DATA EXTRACTS:
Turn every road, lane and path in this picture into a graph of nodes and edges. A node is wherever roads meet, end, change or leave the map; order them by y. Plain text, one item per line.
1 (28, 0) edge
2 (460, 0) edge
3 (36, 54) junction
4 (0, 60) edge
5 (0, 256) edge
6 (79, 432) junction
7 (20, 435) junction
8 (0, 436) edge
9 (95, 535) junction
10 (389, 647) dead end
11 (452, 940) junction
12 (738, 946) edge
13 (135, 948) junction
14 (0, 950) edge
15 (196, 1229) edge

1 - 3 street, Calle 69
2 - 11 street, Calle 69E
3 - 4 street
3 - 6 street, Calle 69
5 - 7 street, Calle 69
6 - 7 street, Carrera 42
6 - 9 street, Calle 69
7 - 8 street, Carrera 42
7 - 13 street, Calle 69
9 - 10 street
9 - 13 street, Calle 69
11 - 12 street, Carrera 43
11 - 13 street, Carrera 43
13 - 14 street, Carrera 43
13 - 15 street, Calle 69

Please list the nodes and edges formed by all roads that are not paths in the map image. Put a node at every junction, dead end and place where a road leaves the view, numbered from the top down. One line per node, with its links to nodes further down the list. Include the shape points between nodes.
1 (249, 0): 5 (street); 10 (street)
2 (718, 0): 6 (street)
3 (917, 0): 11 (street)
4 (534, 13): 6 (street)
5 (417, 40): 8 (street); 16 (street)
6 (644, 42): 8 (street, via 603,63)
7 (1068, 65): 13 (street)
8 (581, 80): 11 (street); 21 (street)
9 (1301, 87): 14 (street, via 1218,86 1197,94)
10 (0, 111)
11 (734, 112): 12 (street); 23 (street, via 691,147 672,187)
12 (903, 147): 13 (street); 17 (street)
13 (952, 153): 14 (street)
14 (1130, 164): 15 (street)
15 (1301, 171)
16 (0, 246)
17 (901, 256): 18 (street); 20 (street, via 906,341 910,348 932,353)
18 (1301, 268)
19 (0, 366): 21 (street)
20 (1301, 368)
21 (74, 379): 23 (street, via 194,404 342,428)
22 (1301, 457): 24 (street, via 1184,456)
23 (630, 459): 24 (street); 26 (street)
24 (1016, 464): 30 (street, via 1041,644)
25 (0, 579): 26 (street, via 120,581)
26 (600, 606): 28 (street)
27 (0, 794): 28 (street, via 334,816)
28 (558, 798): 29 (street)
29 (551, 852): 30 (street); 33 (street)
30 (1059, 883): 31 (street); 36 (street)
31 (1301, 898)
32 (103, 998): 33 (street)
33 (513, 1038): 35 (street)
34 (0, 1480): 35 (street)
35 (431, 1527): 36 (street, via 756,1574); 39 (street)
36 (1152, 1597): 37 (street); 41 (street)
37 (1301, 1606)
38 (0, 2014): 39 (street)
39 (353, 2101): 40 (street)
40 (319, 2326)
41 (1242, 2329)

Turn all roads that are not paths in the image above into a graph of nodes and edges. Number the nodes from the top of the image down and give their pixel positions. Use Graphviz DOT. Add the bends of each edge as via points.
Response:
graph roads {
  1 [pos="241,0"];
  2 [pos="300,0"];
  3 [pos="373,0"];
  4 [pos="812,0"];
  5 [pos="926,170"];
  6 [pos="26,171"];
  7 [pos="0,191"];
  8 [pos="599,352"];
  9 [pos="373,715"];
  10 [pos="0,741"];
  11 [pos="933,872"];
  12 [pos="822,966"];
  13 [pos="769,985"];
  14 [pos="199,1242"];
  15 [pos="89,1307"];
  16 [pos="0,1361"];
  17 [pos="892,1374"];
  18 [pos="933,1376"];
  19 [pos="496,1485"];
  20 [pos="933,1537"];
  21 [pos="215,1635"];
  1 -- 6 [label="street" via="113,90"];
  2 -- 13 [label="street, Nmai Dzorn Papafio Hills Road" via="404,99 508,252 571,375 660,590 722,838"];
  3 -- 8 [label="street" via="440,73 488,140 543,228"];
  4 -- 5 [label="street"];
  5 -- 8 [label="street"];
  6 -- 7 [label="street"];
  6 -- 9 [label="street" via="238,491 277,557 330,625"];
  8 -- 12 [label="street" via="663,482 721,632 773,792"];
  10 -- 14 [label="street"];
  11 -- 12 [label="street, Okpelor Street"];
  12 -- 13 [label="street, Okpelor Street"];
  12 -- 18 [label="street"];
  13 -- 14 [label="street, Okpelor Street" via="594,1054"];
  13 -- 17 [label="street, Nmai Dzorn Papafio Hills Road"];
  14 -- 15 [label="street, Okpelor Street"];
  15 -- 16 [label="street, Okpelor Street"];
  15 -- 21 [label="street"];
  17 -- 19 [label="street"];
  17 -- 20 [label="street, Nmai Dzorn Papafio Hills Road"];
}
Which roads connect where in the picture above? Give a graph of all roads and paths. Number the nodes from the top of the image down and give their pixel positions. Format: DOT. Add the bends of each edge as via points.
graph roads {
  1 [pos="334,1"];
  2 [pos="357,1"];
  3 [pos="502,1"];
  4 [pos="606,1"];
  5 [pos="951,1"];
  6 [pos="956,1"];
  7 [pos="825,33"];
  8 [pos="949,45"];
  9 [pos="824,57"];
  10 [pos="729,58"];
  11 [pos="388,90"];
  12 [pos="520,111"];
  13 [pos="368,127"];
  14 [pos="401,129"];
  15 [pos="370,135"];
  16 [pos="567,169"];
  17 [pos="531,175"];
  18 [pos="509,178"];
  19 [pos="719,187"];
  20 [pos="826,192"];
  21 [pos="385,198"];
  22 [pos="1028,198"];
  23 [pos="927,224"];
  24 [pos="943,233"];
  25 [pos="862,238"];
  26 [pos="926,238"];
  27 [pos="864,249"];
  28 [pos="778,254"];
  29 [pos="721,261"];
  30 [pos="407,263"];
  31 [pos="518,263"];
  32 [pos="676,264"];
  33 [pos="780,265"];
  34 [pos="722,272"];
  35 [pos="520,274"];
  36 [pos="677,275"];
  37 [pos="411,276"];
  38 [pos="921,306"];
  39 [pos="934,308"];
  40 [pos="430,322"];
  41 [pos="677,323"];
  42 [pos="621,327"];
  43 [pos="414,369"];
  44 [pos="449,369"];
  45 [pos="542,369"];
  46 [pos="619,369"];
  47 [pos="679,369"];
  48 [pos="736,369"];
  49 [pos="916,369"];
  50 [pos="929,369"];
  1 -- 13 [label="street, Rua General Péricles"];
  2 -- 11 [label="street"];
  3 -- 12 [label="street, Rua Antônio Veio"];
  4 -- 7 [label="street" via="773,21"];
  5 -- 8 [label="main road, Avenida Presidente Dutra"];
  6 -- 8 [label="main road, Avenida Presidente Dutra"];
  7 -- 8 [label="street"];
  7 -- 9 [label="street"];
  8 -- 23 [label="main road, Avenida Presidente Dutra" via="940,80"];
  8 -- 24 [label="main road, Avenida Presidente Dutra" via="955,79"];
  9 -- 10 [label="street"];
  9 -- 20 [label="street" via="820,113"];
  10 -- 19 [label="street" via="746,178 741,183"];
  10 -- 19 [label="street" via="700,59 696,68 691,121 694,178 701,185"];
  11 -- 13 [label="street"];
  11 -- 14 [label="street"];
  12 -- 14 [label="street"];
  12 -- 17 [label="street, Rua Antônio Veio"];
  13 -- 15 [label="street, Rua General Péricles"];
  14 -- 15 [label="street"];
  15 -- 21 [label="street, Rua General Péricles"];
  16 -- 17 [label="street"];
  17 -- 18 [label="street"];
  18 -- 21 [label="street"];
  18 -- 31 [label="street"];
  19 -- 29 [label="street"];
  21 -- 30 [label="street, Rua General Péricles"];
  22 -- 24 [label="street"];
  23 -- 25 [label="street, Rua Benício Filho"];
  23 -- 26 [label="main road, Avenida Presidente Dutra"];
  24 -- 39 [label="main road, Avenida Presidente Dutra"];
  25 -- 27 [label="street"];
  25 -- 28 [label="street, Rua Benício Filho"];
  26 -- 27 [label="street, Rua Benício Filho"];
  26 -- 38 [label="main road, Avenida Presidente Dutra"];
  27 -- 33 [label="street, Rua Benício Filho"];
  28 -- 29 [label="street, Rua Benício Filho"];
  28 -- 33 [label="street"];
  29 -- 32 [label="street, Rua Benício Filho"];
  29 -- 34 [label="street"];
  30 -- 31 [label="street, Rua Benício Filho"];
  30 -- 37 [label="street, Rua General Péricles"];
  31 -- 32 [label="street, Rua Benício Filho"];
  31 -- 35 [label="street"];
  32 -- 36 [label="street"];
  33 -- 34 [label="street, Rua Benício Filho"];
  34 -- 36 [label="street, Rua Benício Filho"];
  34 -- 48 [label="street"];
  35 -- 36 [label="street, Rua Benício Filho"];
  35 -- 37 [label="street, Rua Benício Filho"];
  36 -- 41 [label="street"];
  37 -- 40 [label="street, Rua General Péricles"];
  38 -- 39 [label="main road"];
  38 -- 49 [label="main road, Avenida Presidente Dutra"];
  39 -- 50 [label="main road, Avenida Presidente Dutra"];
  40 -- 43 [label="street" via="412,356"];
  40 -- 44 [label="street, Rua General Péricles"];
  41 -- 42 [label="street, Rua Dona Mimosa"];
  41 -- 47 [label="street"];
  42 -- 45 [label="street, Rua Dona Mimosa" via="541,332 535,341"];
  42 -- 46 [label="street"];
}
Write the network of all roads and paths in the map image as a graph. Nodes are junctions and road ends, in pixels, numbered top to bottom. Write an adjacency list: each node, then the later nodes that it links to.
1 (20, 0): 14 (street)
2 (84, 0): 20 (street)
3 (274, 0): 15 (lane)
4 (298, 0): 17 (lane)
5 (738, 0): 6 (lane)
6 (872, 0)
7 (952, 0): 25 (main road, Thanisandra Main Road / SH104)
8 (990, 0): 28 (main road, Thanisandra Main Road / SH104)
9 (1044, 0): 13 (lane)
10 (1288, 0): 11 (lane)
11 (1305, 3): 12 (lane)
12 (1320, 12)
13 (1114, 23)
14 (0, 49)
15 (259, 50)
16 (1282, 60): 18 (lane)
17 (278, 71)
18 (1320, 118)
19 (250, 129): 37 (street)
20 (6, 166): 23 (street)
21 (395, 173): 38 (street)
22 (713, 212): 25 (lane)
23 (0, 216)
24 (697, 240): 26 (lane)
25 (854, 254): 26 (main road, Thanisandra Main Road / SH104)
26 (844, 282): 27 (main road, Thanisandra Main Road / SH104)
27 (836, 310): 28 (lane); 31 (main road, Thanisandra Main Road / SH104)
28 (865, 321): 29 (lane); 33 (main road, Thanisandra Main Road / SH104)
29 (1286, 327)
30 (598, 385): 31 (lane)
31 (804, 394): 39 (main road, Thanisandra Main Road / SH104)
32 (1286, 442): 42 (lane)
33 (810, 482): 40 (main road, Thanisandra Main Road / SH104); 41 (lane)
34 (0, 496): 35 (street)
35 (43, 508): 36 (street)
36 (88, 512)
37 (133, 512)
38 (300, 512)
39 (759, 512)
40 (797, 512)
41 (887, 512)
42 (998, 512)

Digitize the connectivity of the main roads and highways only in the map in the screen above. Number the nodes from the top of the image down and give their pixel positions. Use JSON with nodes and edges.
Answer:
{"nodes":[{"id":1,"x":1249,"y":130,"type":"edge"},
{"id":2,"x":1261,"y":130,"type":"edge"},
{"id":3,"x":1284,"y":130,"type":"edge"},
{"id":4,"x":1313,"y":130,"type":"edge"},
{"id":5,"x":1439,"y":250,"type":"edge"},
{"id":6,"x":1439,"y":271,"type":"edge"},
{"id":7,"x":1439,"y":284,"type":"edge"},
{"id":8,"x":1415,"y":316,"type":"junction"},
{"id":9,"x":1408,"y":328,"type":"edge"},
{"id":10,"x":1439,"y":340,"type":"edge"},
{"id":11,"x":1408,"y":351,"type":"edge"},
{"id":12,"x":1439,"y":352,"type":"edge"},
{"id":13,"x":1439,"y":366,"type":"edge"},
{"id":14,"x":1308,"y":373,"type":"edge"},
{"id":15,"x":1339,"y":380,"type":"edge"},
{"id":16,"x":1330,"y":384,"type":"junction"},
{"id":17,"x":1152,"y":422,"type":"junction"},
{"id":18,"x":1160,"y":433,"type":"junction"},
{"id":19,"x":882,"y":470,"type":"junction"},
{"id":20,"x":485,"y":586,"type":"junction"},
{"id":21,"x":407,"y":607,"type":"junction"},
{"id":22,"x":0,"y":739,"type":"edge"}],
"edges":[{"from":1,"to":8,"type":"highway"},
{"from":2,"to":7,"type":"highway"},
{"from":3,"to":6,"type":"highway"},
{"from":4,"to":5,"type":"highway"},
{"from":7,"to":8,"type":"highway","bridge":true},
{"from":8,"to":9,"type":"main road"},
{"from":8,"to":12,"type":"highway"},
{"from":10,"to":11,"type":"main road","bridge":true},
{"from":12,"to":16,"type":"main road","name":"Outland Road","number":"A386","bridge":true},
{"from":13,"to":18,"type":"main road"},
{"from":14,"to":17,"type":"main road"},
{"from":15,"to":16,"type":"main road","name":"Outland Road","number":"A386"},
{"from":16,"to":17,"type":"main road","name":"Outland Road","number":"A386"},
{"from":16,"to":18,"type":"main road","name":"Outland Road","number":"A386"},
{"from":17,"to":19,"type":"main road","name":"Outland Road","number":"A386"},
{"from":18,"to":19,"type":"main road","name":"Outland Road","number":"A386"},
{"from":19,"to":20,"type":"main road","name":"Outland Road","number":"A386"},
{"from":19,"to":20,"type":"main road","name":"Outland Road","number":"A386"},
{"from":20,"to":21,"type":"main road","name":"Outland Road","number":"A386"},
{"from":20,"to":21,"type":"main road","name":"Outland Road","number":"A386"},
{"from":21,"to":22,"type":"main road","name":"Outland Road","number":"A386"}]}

THE PROBLEM:
Go line by line through the data and copy any that contain "Veio".

RESULT:
  3 -- 12 [label="street, Rua Antônio Veio"];
  12 -- 17 [label="street, Rua Antônio Veio"];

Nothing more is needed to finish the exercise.